I was thinking about what I miss the most about not having Angeli and  it’s when I meet children who are eight-to-10 years old. And I think how sad that they never got to experience Angeli because it was such a loving environment for children. My waiters just loved them. And we let every kid make their own pizza or bread. It was a special place.


Good Food host Evan Kleiman and producer Jennifer Ferro worked together to make the show come to life. Kleiman says that Ferro introduced her to her friend and colleague, food critic Jonathan Gold. Photo courtesy of Evan Kleiman. 

The side hustle: Good Food on KCRW

In 1997, you took over as the host of a radio show Good Food on KCRW.

I wasn't the one who pitched the show. The show was pitched and originally hosted by Mary Sue Milliken and Susan Feniger who had burst onto the burgeoning television food scene as the “Two Hot Tamales.” As fellow female chefs in the early 80s, we had restaurants on the same street. And so they pitched this idea to KCRW. And then after they'd done it for about a year, they stepped back. And I had been a guest on the show a few times. And so the producer, Jennifer Ferro, who is now president at KCRW, asked me if I would do it. 

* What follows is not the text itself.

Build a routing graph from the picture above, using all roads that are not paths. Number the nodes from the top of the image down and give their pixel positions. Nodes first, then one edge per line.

You have a segment on Good Food called The Market Report. You have someone actually walking in the Farmers Market talking to farmers.

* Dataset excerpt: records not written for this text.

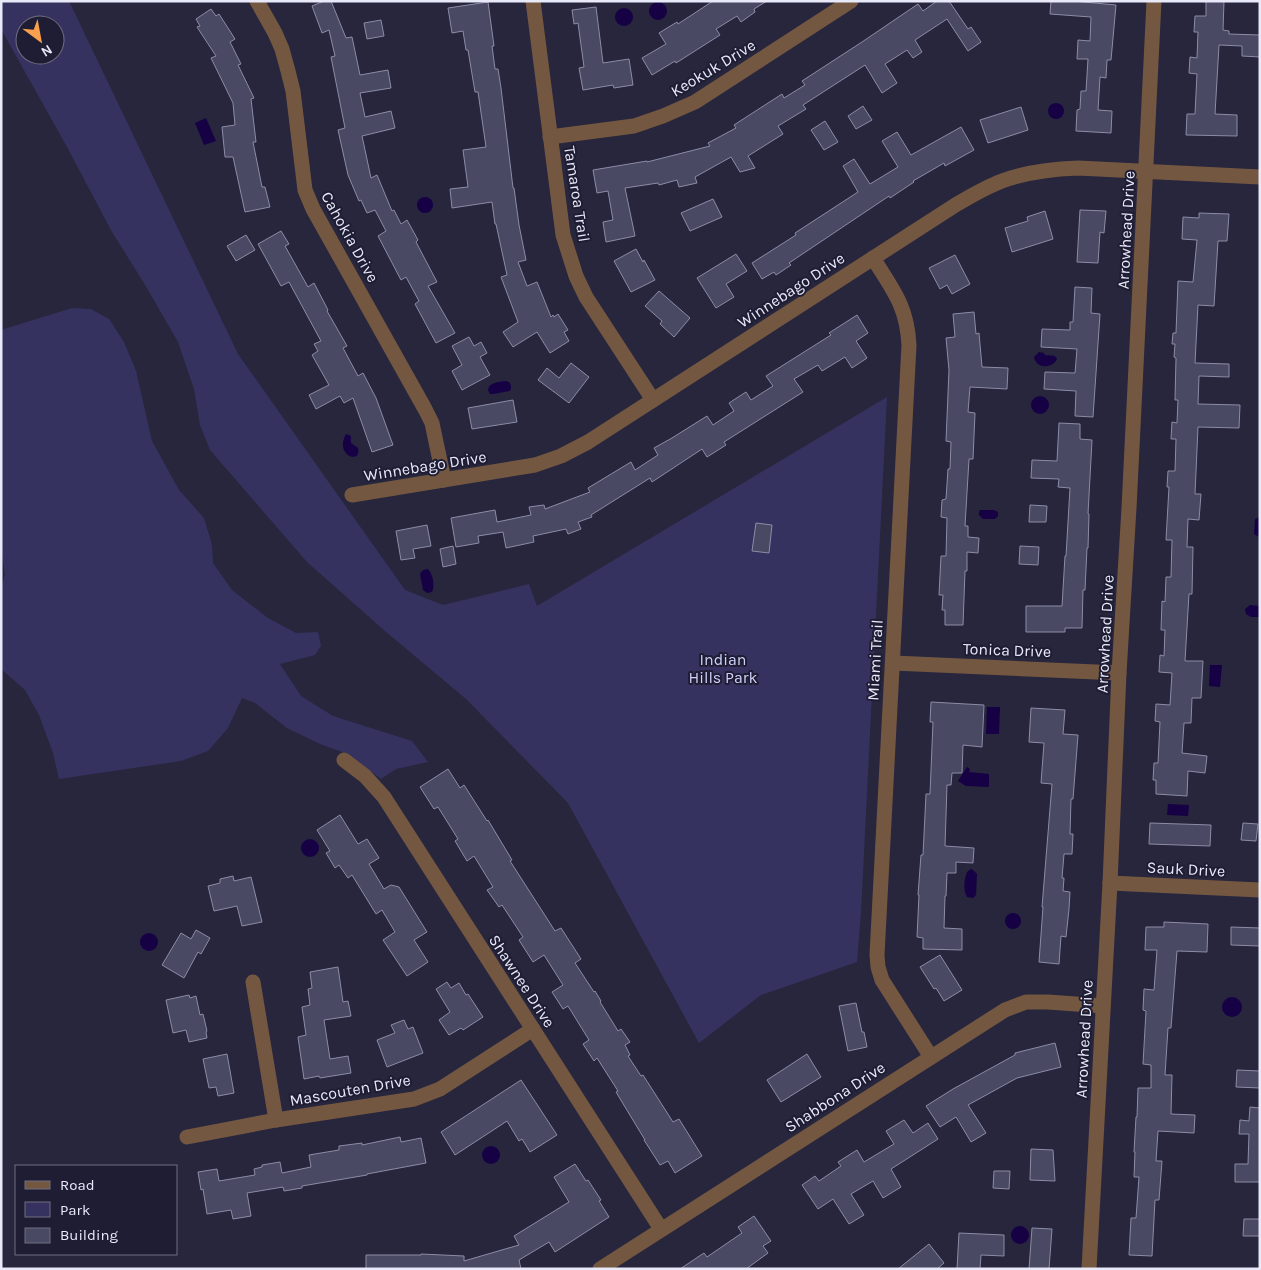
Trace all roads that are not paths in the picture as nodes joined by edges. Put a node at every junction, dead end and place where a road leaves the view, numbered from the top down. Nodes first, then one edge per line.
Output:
1 (258, 1) edge
2 (532, 1) edge
3 (851, 1) edge
4 (1154, 1) edge
5 (550, 137) junction
6 (1146, 172) junction
7 (1260, 177) edge
8 (873, 258) junction
9 (653, 400) junction
10 (444, 480) junction
11 (352, 495) dead end
12 (892, 663) junction
13 (1120, 673) junction
14 (344, 760) dead end
15 (1110, 883) junction
16 (1260, 890) edge
17 (253, 982) dead end
18 (1103, 1006) junction
19 (533, 1029) junction
20 (931, 1057) junction
21 (276, 1120) junction
22 (187, 1137) dead end
23 (661, 1229) junction
24 (600, 1269) edge
25 (1089, 1269) edge

1 - 10 street, Cahokia Drive
2 - 5 street, Tamaroa Trail
3 - 5 street, Keokuk Drive
4 - 6 street, Arrowhead Drive
5 - 9 street, Tamaroa Trail
6 - 7 street, Winnebago Drive
6 - 8 street, Winnebago Drive
6 - 13 street, Arrowhead Drive
8 - 9 street, Winnebago Drive
8 - 12 street, Miami Trail
9 - 10 street, Winnebago Drive
10 - 11 street, Winnebago Drive
12 - 13 street, Tonica Drive
12 - 20 street, Miami Trail
13 - 15 street, Arrowhead Drive
14 - 19 street, Shawnee Drive
15 - 16 street, Sauk Drive
15 - 18 street, Arrowhead Drive
17 - 21 street
18 - 20 street, Shabbona Drive
18 - 25 street, Arrowhead Drive
19 - 21 street, Mascouten Drive
19 - 23 street, Shawnee Drive
20 - 23 street, Shabbona Drive
21 - 22 street, Mascouten Drive
23 - 24 street, Shabbona Drive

That grew out of the fact that in those days, so many chefs were just completely inarticulate. It was interesting. I would interview a chef, and they just couldn't talk, which I understood  having been a shy chef. We discovered that by interviewing a chef at the farmers market along with a farmer, it became like more of a safe place for them in a way.


Evan Kleiman on friend Jonathan Gold: “He really pushed me to look at food with a different vocabulary.” Photo courtesy of Evan Kleiman. 

One reason why I've always loved listening to your show is because you have such a wide ranging interest. Talk about some of your favorite interviews. 

I loved getting to interview nearly all of my culinary aunties, the women whose books that formed my palate and taught me so much in my early teens and twenties. For example, Claudia Roden and Marcella Hazan. The first interview I did with Marcella was really personal, moving and amazing. She and Victor ended up coming to Angeli a couple of times. She ate my Italian style well – cooked green beans, and she told me I was incredibly brave for making them that way in a restaurant setting in California. And, Paula Wolfert. And of course, Julia herself, I interviewed a couple times on her own, but especially with Jacques. I mean, those early interviews were shocking when they started writing books together. They were just lovely.

What I really loved was when Jennifer Ferro, my producer, got the idea to bring Jonathan Gold from the LA Times in every week for an on air interview about his review that week. Who knew that would become this 20-year-long relationship where I had a standing meeting each week with Jonathan Gold to talk to him about food. That will forever be a highlight of my personal and professional life.

Jonathan Gould is probably the greatest restaurant critic who's ever worked in America.

He really pushed me to look at food with a different vocabulary. That was something pretty great.